Worlds End is an annual professional wrestling pay-per-view (PPV) event produced in late December by All Elite Wrestling (AEW) since 2023. The event notably hosts the finals of the annual Continental Classic (C2) for the AEW Continental Championship. On July 31, 2025, AEW announced that the third annual Worlds End would take place on December 27 at the Now Arena in Hoffman Estates, Illinois, a suburb of Chicago. This was AEW's fifth PPV event at the venue, following the 2019, 2021, 2022, and 2024 editions of All Out, and the seventh overall in the Chicago metropolitan area after the 2022 edition of Forbidden Door and the 2023 All Out (both held at the United Center). The venue also hosted the first edition of All In. Tickets for Worlds End went on sale September 22. The event was presented by Bell's Two Hearted IPA.

===Broadcast outlets===

Other on-screen personnel
| Role | Name |
| Commentators | Excalibur (Pre-show and PPV) |
Tony Schiavone (Pre-show and PPV)
Nigel McGuinness (Pre-show and PPV)
Bryan Danielson (PPV)
Don Callis {Okada vs. Takeshita)
| Spanish commentators | Carlos Cabrera |
Alvaro Riojas
Ariel Levy
| Ring announcers | Arkady Aura |
Justin Roberts
| Referees | Aubrey Edwards |
Brandon Martinez
Bryce Remsburg
Mike Posey
Paul Turner
Rick Knox
Stephon Smith
| Pre-show hosts | Renee Paquette |
RJ City
Jeff Jarrett
Lexy Nair

Worlds End aired via PPV through traditional cable and satellite providers. In the United States, AEW PPV events are also available on HBO Max at an exclusive discounted rate for subscribers. The event was also available in the United States and internationally on Prime Video, Triller TV, PPV.com, and YouTube. Additionally in the United States, the show was broadcast at Dave & Buster's and Tom's Watch Bar locations.

===Storylines===
Worlds End featured 13 professional wrestling matches, including four on the Zero Hour pre-show, that involved different wrestlers from pre-existing feuds and storylines. Storylines were produced on AEW's weekly television programs, Dynamite and Collision.

As the incumbent Continental Champion, Kazuchika Okada was automatically entered into the C2. Months prior in July at All In: Texas, Okada had also won the AEW International Championship, subsequently holding and defending both titles under the AEW Unified Championship.

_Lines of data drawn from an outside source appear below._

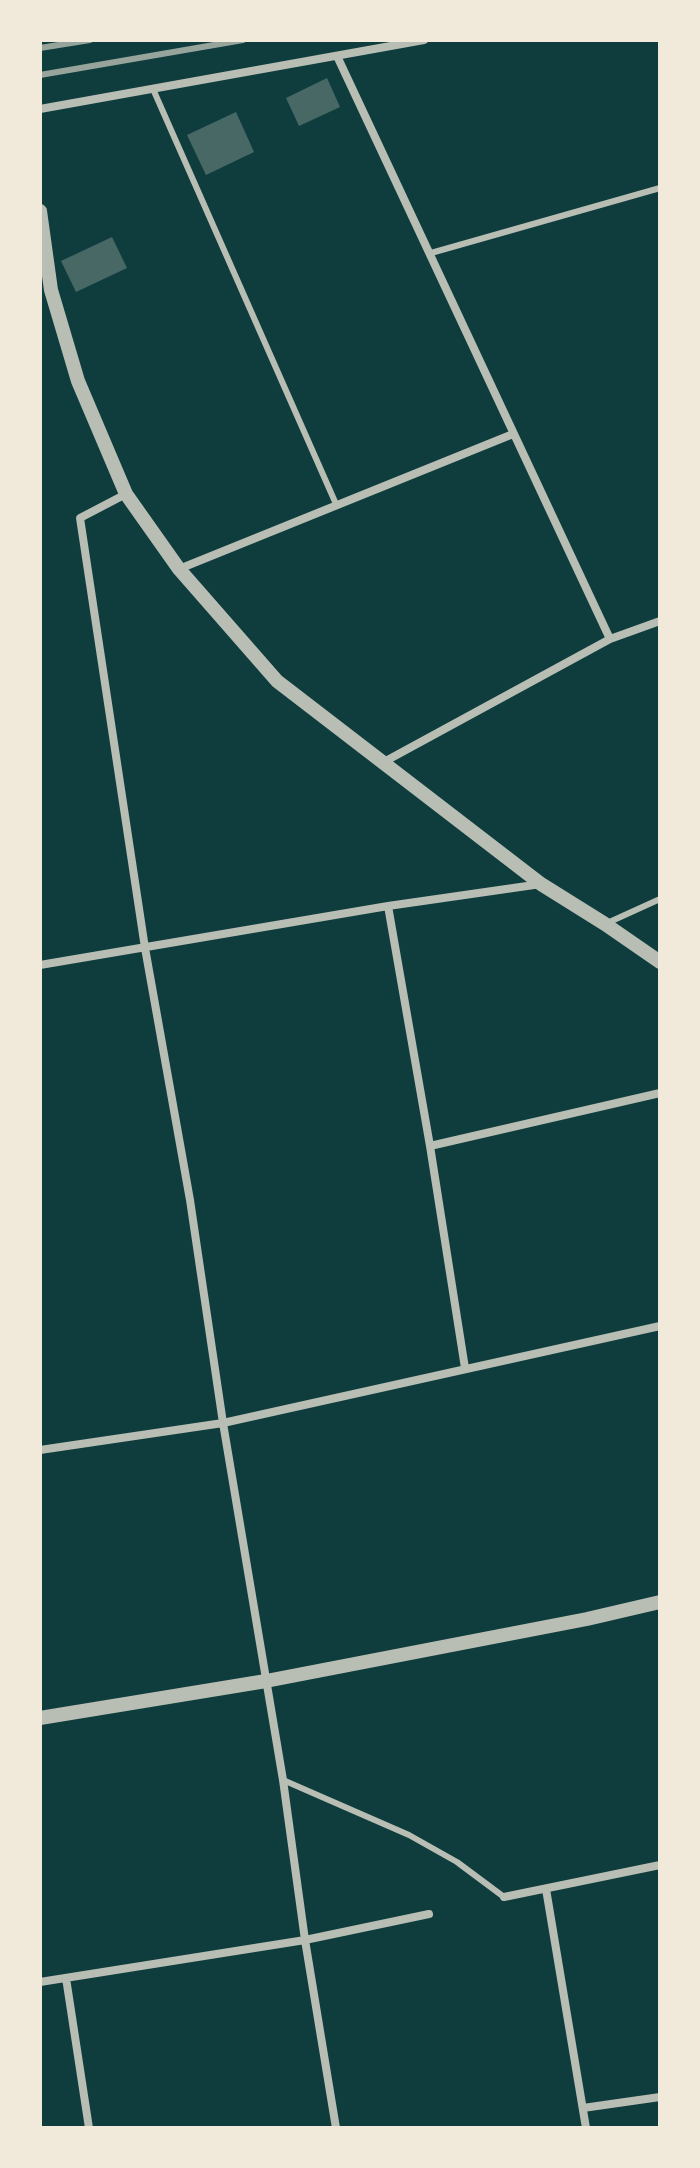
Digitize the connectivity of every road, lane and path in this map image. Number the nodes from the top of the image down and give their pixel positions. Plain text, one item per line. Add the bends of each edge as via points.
1 (424, 40) edge
2 (337, 56) junction
3 (153, 89) junction
4 (40, 109) edge
5 (660, 188) edge
6 (40, 211) edge
7 (431, 253) junction
8 (513, 434) junction
9 (126, 494) junction
10 (336, 504) junction
11 (179, 569) junction
12 (660, 621) edge
13 (610, 639) junction
14 (382, 763) junction
15 (541, 884) junction
16 (660, 899) edge
17 (388, 906) junction
18 (605, 924) junction
19 (145, 948) junction
20 (660, 962) edge
21 (40, 965) edge
22 (660, 1093) edge
23 (430, 1146) junction
24 (660, 1326) edge
25 (465, 1368) junction
26 (223, 1423) junction
27 (40, 1450) edge
28 (660, 1602) edge
29 (266, 1681) junction
30 (40, 1718) edge
31 (283, 1780) junction
32 (660, 1865) edge
33 (546, 1889) junction
34 (504, 1897) joint
35 (429, 1914) dead end
36 (305, 1940) junction
37 (66, 1978) junction
38 (40, 1982) edge
39 (660, 2097) edge
40 (583, 2108) junction
41 (89, 2128) edge
42 (336, 2128) edge
43 (586, 2128) edge

1 - 2 street
2 - 3 street
2 - 7 street
3 - 4 street
3 - 10 lane
5 - 7 lane
6 - 9 street via 51,290 78,381
7 - 8 street
8 - 10 street
8 - 13 street
9 - 11 street
9 - 19 street via 80,518
10 - 11 street
11 - 14 street via 277,681
12 - 13 street
13 - 14 street
14 - 15 street
15 - 17 street
15 - 18 street
16 - 18 lane
17 - 19 street
17 - 23 street
18 - 20 street
19 - 21 street
19 - 26 street
22 - 23 street
23 - 25 street
24 - 25 street
25 - 26 street
26 - 27 street
26 - 29 street
28 - 29 street
29 - 30 street
29 - 31 street
31 - 34 lane via 409,1835
31 - 36 street
32 - 33 street
33 - 34 street
33 - 40 street
35 - 36 street
36 - 37 street
36 - 42 street
37 - 38 street
37 - 41 street
39 - 40 street
40 - 43 street

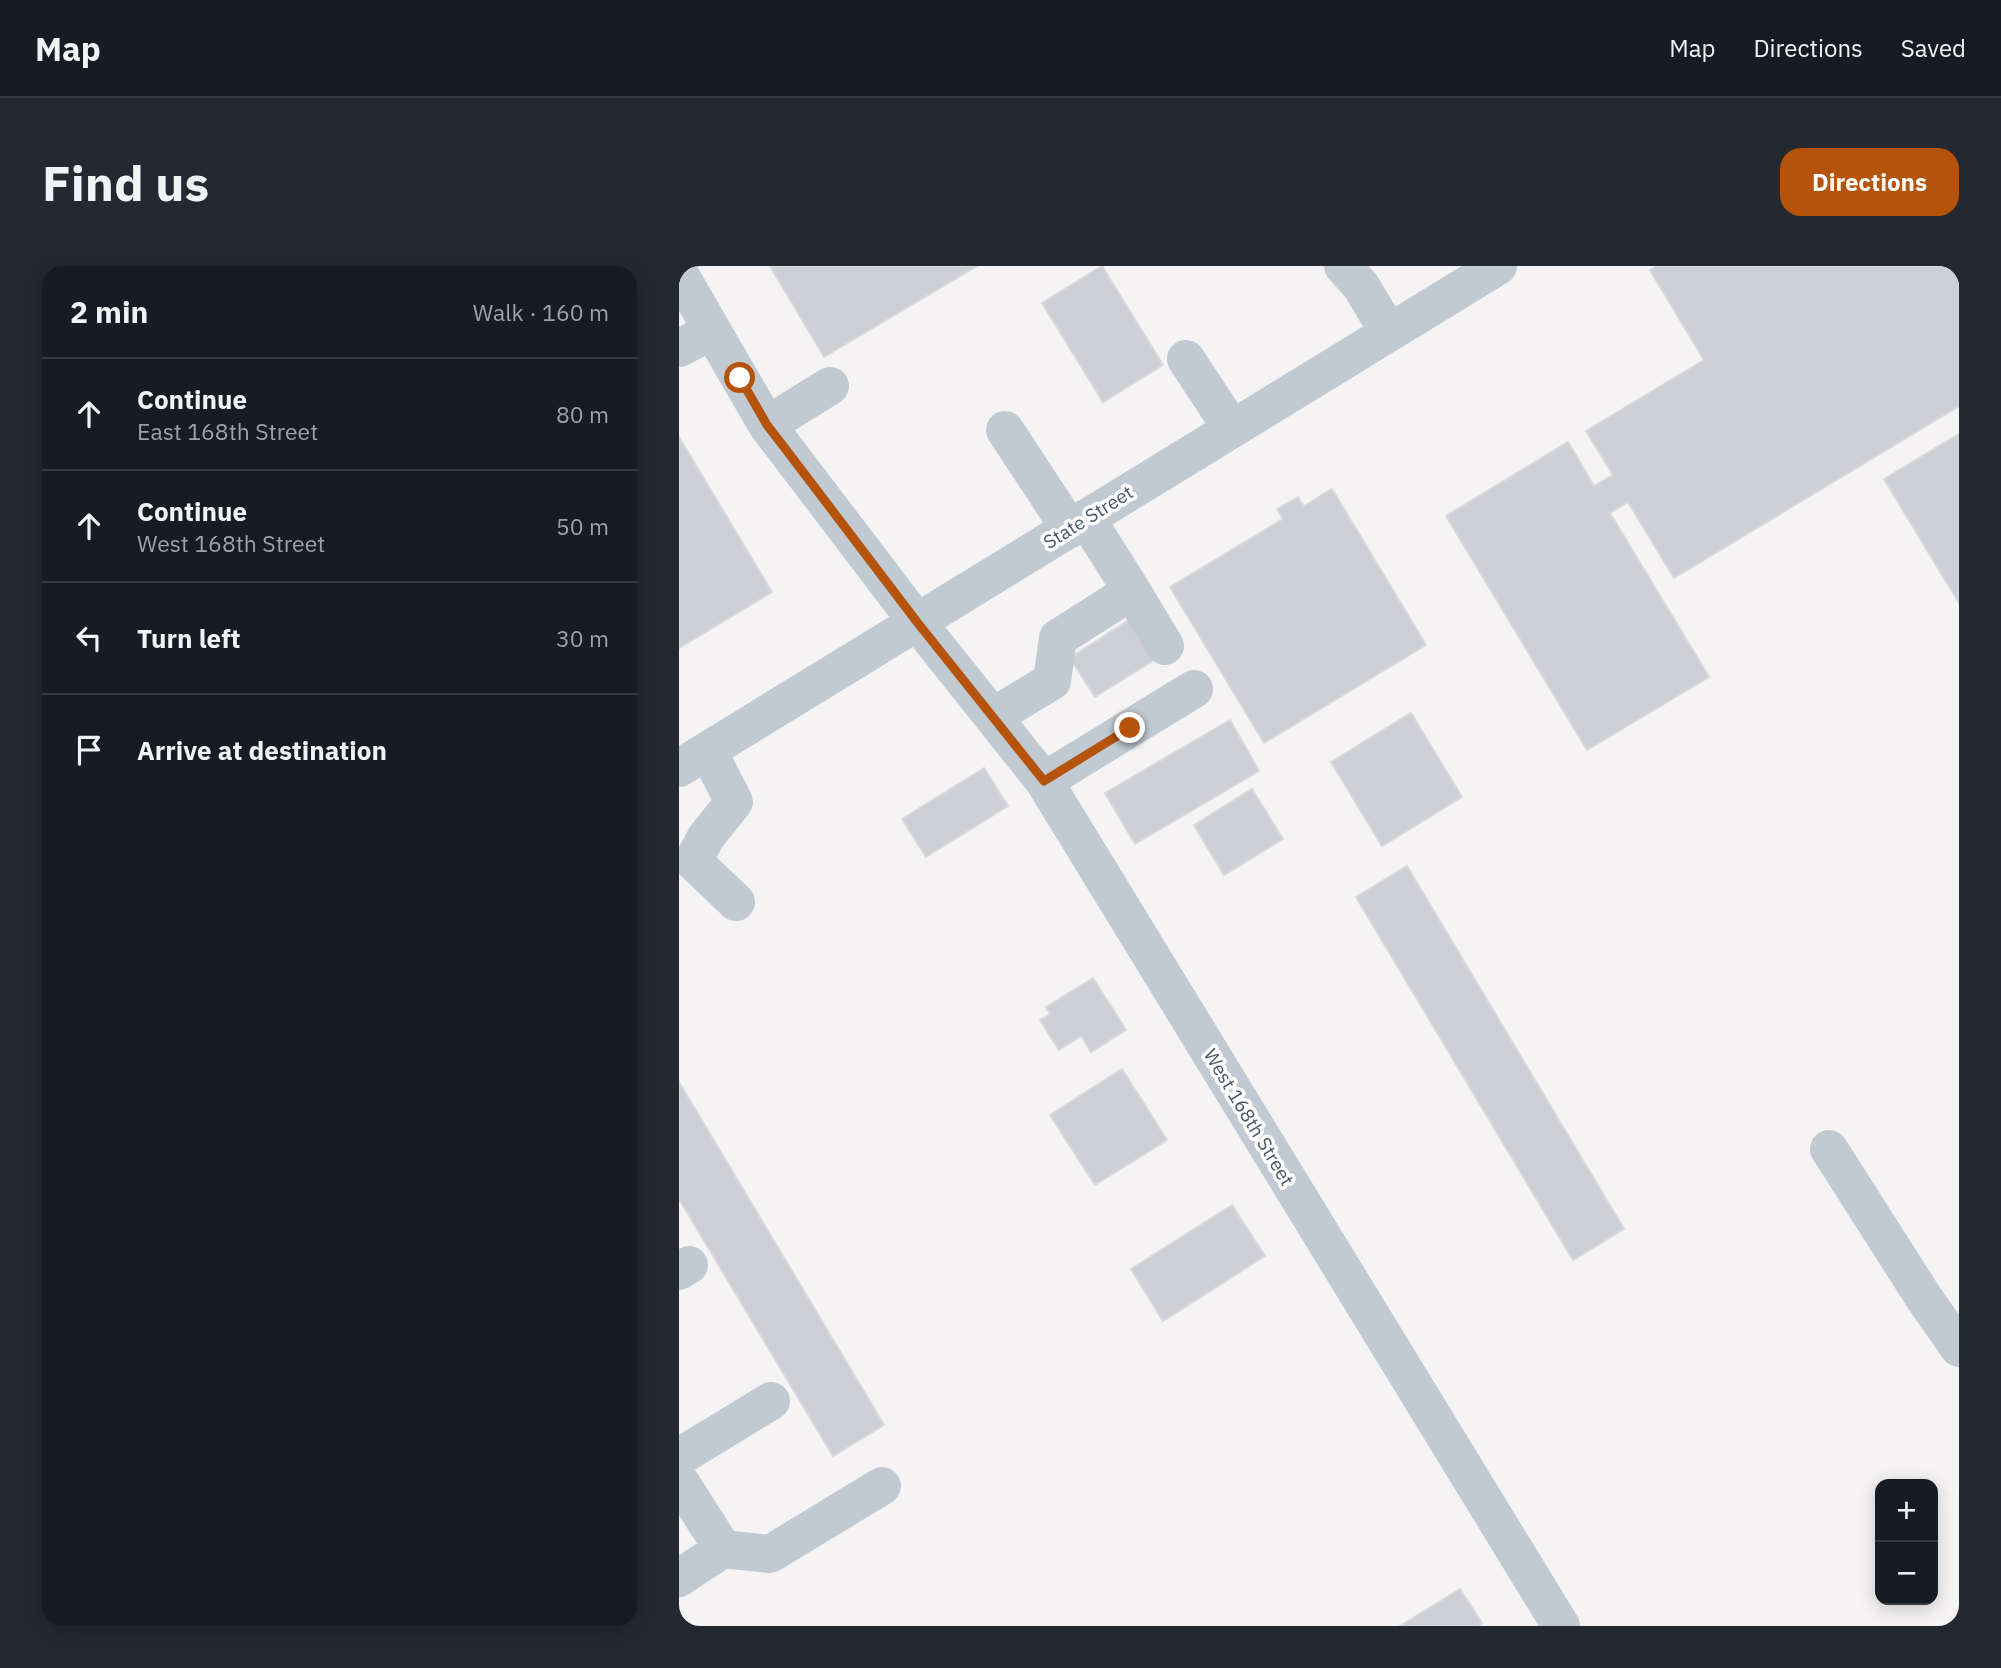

Amid confusion over the Unified title in regards to the C2, it was confirmed that only the Continental Championship would be the prize of the 2025 tournament, with Okada only carrying the International Championship belt throughout the league matches. It was also revealed that should Okada lose the Continental Championship in the C2, he would also lose the Unified Championship.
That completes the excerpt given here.